Predicting the decisive moment

     Below I will take you through step by step the top 10 techniques I use when out shooting Reportage. Before I do, there is one major point you need to understand that makes the difference between shooting good photography and Reportage Photography. We have covered the decisive moment in the What makes the Reportage Photography style section above. Predicting when the moment will happen and where you need to be positioned when it does, is what it’s all about.
     Reading the crowd, the individual you are literally focusing on, the situation, the wind, the… whatever it is that is going to make the difference between an OK shot and one good enough for the front cover of National Geographic. This is what shooting Reportage Photography is all about.
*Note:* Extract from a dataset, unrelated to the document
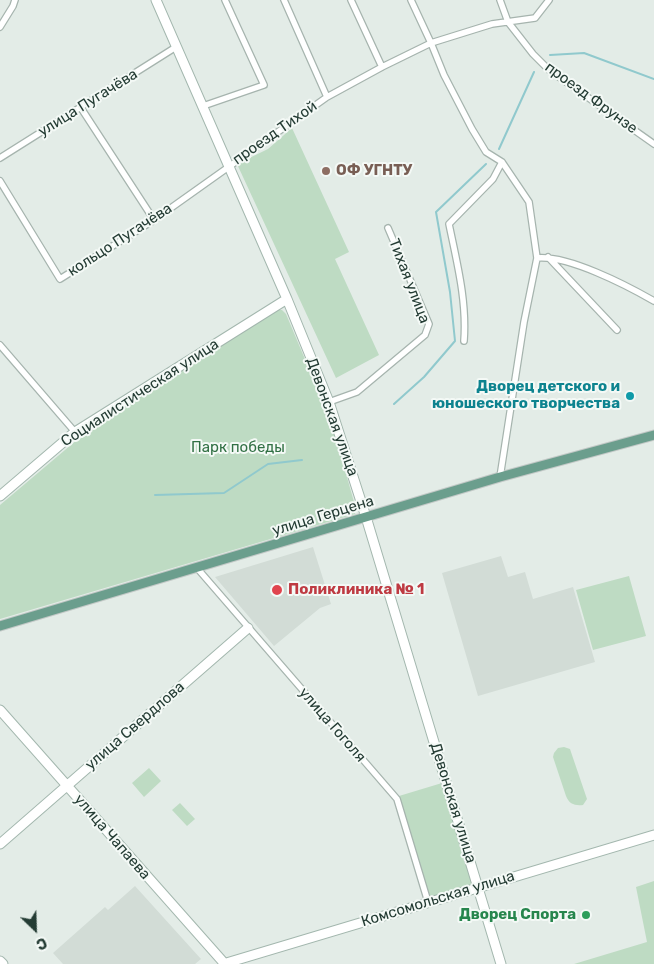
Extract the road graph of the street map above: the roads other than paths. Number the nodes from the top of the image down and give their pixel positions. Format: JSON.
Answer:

People say ” If you take enough pics, one will come out alright.
Wrong. If you cannot predict when the picture will happen and where you need to be when it does, it’s really simple, you won’t get the shot. 1,000s of frames shot or 10, it makes no difference.

I could give many examples but each opportunity has its own mico differences, there is no set way to read the moment apart from instinctively. Energy, is it going up? Then wait. Is the light getting better? Are they not drunk yet? …. Bide your time. The police are about to arrive, get the shot and leave? You can’t always plan for when the decisive moment will come, but you can always be ready to shoot it in a split second. Put your camera down put your eyes down, and you missed it.
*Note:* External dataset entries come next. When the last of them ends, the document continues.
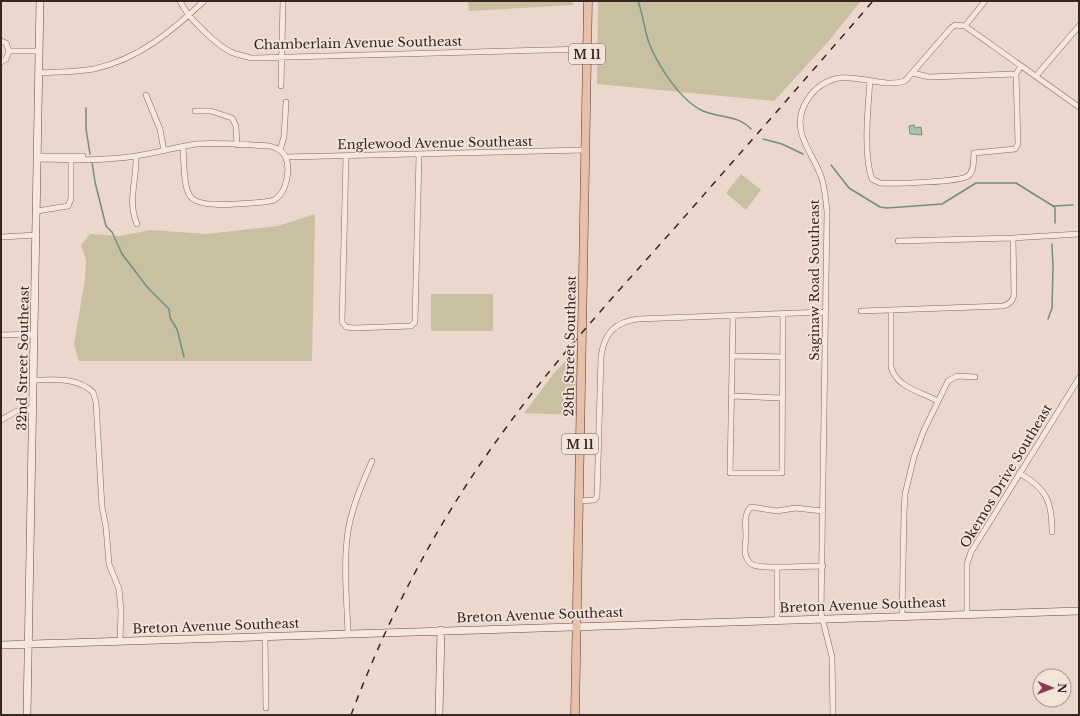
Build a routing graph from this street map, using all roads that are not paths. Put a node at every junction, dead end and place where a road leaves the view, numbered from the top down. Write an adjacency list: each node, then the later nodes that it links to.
1 (40, 1): 13 (main road, 32nd Street Southeast)
2 (180, 1): 7 (street, Chamberlain Avenue Southeast)
3 (204, 1): 7 (street)
4 (283, 1): 14 (street)
5 (588, 1): 11 (main road, 28th Street Southeast / M 11)
6 (985, 1): 8 (street)
7 (189, 16): 14 (street, Chamberlain Avenue Southeast); 17 (street)
8 (965, 26): 16 (street); 18 (street, Saginaw Road Southeast)
9 (1079, 26): 20 (street)
10 (1, 41): 12 (street)
11 (587, 49): 14 (street, Chamberlain Avenue Southeast); 30 (main road, 28th Street Southeast / M 11)
12 (10, 51): 13 (street); 15 (street)
13 (40, 51): 17 (main road, 32nd Street Southeast)
14 (282, 57): 22 (street)
15 (1, 62)
16 (1021, 66): 19 (street); 20 (street)
17 (39, 73): 36 (main road, 32nd Street Southeast)
18 (913, 73): 19 (street); 21 (street, Saginaw Road Southeast)
19 (1016, 74): 21 (street)
20 (1036, 76): 25 (street)
21 (870, 81): 48 (street, Saginaw Road Southeast)
22 (281, 86)
23 (146, 95): 31 (street)
24 (286, 102): 29 (street)
25 (1079, 107)
26 (195, 111): 27 (street)
27 (237, 145): 28 (street); 29 (street)
28 (183, 147): 31 (street); 35 (street)
29 (280, 150): 35 (street)
30 (586, 150): 32 (street, Englewood Avenue Southeast); 65 (main road, 28th Street Southeast / M 11)
31 (164, 151): 33 (street)
32 (419, 154): 34 (street, Englewood Avenue Southeast); 34 (street)
33 (136, 156): 37 (street); 40 (street)
34 (346, 156): 35 (street, Englewood Avenue Southeast)
35 (286, 157)
36 (38, 158): 37 (street); 38 (street); 39 (main road, 32nd Street Southeast)
37 (104, 159): 38 (street)
38 (71, 160): 39 (street)
39 (37, 211): 42 (main road, 32nd Street Southeast)
40 (137, 224)
41 (1079, 234): 44 (street)
42 (37, 235): 43 (street); 51 (main road, 32nd Street Southeast)
43 (1, 237)
44 (1013, 238): 45 (street); 46 (street)
45 (898, 241)
46 (891, 310): 47 (street); 60 (street)
47 (861, 311)
48 (826, 312): 49 (street); 66 (street, Saginaw Road Southeast)
49 (783, 314): 50 (street); 54 (street)
50 (733, 316): 53 (street); 65 (street)
51 (35, 334): 52 (street); 57 (main road, 32nd Street Southeast)
52 (1, 335)
53 (733, 356): 54 (street); 58 (street)
54 (783, 357): 59 (street)
55 (975, 377): 60 (street)
56 (1079, 378): 64 (street, Okemos Drive Southeast)
57 (34, 380): 61 (main road, 32nd Street Southeast); 79 (street)
58 (732, 396): 59 (street); 59 (street)
59 (782, 398)
60 (938, 401): 72 (street)
61 (34, 409): 62 (street); 80 (main road, 32nd Street Southeast)
62 (1, 420)
63 (372, 461): 77 (street)
64 (1019, 473): 67 (street); 71 (street, Okemos Drive Southeast)
65 (579, 501): 75 (main road, 28th Street Southeast / M 11)
66 (823, 511): 68 (street, Saginaw Road Southeast); 69 (street)
67 (1052, 532)
68 (823, 566): 69 (street); 73 (street, Saginaw Road Southeast)
69 (777, 568): 74 (street)
70 (1079, 610): 71 (main road, Breton Avenue Southeast)
71 (967, 614): 72 (main road, Breton Avenue Southeast)
72 (902, 617): 73 (main road, Breton Avenue Southeast)
73 (822, 619): 74 (main road, Breton Avenue Southeast); 86 (street, Saginaw Road Southeast)
74 (777, 621): 75 (main road, Breton Avenue Southeast)
75 (577, 626): 76 (main road, Breton Avenue Southeast); 85 (main road, 28th Street Southeast / M 11)
76 (441, 630): 77 (main road, Breton Avenue Southeast); 84 (main road)
77 (348, 634): 78 (main road, Breton Avenue Southeast)
78 (265, 636): 79 (main road, Breton Avenue Southeast); 82 (street)
79 (120, 642): 80 (main road, Breton Avenue Southeast)
80 (30, 644): 81 (main road, Breton Avenue Southeast); 83 (main road, 32nd Street Southeast)
81 (1, 645)
82 (266, 708)
83 (27, 715)
84 (439, 715)
85 (575, 715)
86 (834, 715)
The way I predict the moment is this. I imagine what the best possible picture could be in the situation and I get myself ready so when / if it does happen, I will get it. I then help the mood, the positioning of people, I do whatever it is that needs to happen to make the picture happen. Often it doesn’t work out as you hoped. You only need one belter of a picture to make the story come alive and for the magazine to buy it. Go for glory, now and again you find you will get it.

12 different reportage shooting techniques

I have perfected the following techniques over the last 40 years of shooting Reportage as a professional photographer. Each one is a different approach I use to gain access to my subjects before the decisive moment happens and one technical tip at the end as it’s a good one.

Not interested or even better, you don't exist

If the shot will be at its best if the subject doesn’t know you are interested in taking it. Then it’s real simple, don’t let them know you are there or feel your presence if you can’t hide. Wait around the corner or if you can’t, don’t look at them in the eye or whatever you do, don’t look at them through the lens before the moment comes or it won’t come. If you sense they will hide their face, walk away or plain old shut the door in your face the second then know they are the reason you are hanging around… keep a super low profile, camera down ( but ready) and take an interest in the flowers the guy is selling across the road. Don’t let them know you are waiting for X to happen if that’s what the pic needs to capture the moment.
When the moment comes, the subject is focused on it, not you, is natural and comes across in the pictures as being so. The real candid picture is captured.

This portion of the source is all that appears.